Join us to learn about the symbiotic relationship underpinning coral reef architecture from the Director of Carnegie’s Department of Embryology Yixian Zheng.
Corals are marine invertebrates that build large exoskeletons from which colorful reefs are constructed. But this reef-building is only possible because of a mutually beneficial relationship between the coral and various species of single-celled algae called dinoflagellates that live inside the cells of coral polyps.
For the past two years, Zheng and her colleagues have been working to elucidate the molecular mechanisms of endosymbiosis in the relationships between both coral and jellyfish and the photosynthetic algal species that they host. She has been building on Carnegie’s longstanding tradition of model organism development to begin revealing the genetics underlying the uptake and sustenance of symbiotic dinoflagellates by the soft coral species Xenia.
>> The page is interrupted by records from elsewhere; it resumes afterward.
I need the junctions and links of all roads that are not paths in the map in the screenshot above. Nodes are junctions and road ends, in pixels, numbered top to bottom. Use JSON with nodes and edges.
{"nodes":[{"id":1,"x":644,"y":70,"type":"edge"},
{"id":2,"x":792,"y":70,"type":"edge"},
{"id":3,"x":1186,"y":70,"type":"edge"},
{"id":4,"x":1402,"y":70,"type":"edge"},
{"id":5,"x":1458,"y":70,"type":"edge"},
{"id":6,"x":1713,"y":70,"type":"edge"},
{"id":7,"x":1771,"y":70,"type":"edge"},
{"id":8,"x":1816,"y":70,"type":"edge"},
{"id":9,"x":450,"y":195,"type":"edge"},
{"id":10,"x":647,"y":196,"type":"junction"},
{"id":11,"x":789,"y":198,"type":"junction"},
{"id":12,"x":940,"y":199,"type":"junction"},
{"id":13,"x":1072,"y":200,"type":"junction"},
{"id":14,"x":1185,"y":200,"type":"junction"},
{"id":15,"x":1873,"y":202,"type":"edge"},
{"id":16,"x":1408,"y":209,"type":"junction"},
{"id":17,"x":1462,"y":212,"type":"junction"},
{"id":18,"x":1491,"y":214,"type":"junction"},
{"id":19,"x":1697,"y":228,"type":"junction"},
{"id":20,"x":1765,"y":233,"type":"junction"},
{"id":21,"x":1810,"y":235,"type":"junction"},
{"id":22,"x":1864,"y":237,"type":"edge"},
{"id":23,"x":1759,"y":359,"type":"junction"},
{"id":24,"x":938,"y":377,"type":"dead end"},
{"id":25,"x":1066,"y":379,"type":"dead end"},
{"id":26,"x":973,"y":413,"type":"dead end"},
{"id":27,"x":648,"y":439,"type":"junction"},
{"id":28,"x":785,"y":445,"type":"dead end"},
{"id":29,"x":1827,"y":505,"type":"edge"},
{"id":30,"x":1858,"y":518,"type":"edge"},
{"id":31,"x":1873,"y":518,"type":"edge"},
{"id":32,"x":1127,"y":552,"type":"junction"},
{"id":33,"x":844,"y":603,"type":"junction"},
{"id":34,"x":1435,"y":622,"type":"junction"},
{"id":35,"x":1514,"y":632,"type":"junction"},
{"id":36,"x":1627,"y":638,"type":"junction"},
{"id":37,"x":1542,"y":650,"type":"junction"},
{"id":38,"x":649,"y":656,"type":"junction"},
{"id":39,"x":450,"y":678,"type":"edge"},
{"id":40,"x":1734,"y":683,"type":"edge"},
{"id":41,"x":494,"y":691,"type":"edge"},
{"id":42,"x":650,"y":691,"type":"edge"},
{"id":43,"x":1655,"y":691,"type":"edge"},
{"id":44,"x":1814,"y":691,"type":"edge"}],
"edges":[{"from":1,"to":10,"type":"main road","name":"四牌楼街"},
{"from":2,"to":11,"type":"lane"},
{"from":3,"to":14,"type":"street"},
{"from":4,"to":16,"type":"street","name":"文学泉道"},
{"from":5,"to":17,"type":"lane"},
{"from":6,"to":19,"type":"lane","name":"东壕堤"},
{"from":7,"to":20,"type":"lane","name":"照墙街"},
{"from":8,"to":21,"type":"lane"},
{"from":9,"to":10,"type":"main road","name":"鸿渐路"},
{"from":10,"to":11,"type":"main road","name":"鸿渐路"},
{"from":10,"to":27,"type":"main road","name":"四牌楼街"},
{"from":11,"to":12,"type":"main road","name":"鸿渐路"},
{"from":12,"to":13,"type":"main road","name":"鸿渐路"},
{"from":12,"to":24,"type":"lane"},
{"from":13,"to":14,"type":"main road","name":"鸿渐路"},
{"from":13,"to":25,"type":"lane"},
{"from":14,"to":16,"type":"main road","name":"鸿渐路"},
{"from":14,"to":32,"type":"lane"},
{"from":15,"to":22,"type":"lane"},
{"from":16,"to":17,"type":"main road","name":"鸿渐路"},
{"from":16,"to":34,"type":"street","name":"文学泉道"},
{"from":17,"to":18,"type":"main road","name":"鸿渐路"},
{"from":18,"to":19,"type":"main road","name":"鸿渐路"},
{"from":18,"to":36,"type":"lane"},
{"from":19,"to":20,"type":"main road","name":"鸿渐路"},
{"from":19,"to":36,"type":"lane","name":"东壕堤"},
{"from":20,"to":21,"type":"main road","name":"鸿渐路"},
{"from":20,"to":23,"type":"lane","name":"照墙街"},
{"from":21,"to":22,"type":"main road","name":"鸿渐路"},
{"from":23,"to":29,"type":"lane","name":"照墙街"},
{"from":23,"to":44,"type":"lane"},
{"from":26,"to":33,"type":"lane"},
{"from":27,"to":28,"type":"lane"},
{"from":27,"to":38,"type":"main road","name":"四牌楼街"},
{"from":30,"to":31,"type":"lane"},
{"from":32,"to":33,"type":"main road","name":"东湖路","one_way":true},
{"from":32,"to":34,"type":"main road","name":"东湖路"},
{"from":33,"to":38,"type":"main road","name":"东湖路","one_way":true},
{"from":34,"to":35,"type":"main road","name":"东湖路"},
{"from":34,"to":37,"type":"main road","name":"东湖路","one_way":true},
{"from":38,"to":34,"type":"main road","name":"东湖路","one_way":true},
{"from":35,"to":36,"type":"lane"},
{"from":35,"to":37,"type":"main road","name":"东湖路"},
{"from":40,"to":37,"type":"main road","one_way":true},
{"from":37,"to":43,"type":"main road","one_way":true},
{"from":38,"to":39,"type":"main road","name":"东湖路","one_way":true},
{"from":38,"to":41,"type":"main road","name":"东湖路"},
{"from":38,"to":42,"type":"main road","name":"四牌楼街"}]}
Zheng received a B.S. in Biology from Sichuan University, Sichuan, China, and a Ph.D. in Molecular Genetics at The Ohio State University. She was a postdoctoral fellow at the University of California San Francisco and joined Carnegie as a staff member in 1996. Between 2000 and 2012 she was also a Howard Hughes Medical Institute Investigator. She was named Director of Carnegie Embryology in 2017. With Observatories Director John Mulchaey, she served as Interim Co-President of the institution for the first half of 2018.